* [Requirement] Count the lines below that hold the word "Brasil" and say how many, with no other text.

_____

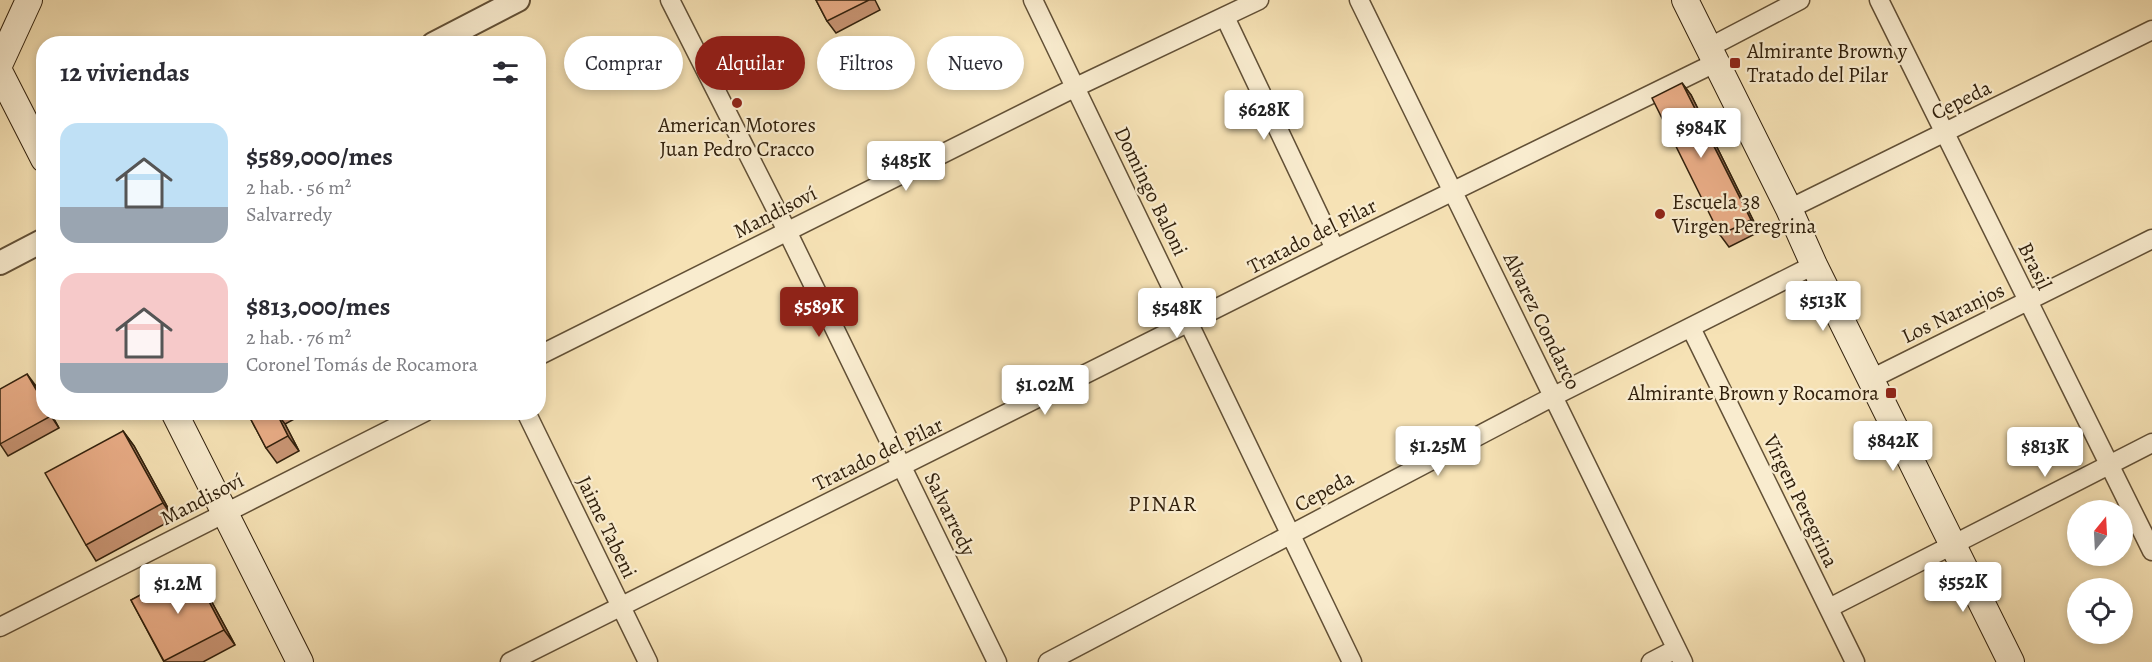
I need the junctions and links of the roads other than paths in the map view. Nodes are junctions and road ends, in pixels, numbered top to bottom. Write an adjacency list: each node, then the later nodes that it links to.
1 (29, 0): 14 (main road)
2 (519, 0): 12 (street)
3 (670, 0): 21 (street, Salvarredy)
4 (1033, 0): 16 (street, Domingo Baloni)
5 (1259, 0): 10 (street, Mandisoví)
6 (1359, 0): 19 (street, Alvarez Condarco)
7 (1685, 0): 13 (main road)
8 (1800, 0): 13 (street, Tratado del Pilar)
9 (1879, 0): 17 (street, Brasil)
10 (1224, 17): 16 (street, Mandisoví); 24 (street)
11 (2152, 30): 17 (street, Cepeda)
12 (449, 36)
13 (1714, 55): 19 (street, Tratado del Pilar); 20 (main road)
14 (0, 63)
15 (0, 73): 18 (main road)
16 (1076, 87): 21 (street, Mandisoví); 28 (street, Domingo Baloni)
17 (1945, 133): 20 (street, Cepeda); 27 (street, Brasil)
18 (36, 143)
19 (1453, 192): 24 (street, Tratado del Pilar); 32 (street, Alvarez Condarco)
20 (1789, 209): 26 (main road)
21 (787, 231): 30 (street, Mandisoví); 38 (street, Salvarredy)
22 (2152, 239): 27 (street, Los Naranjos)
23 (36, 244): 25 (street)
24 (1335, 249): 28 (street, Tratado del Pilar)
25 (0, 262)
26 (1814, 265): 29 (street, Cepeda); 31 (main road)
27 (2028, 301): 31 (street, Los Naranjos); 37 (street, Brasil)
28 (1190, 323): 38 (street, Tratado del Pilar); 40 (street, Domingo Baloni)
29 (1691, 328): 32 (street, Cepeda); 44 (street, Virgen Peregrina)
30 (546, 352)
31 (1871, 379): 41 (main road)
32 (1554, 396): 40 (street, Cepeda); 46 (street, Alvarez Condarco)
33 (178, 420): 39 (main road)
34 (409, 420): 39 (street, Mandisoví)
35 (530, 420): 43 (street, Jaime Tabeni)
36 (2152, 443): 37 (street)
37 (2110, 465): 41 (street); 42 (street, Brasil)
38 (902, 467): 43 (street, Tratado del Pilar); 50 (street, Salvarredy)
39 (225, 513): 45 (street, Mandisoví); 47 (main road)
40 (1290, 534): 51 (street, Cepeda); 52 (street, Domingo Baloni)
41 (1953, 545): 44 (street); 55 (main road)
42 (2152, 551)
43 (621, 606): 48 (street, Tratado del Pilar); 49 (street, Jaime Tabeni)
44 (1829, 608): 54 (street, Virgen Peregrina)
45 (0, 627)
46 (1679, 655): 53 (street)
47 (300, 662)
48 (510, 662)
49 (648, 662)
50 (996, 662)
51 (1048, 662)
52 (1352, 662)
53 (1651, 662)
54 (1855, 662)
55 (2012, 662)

_____

* [The completed task] 4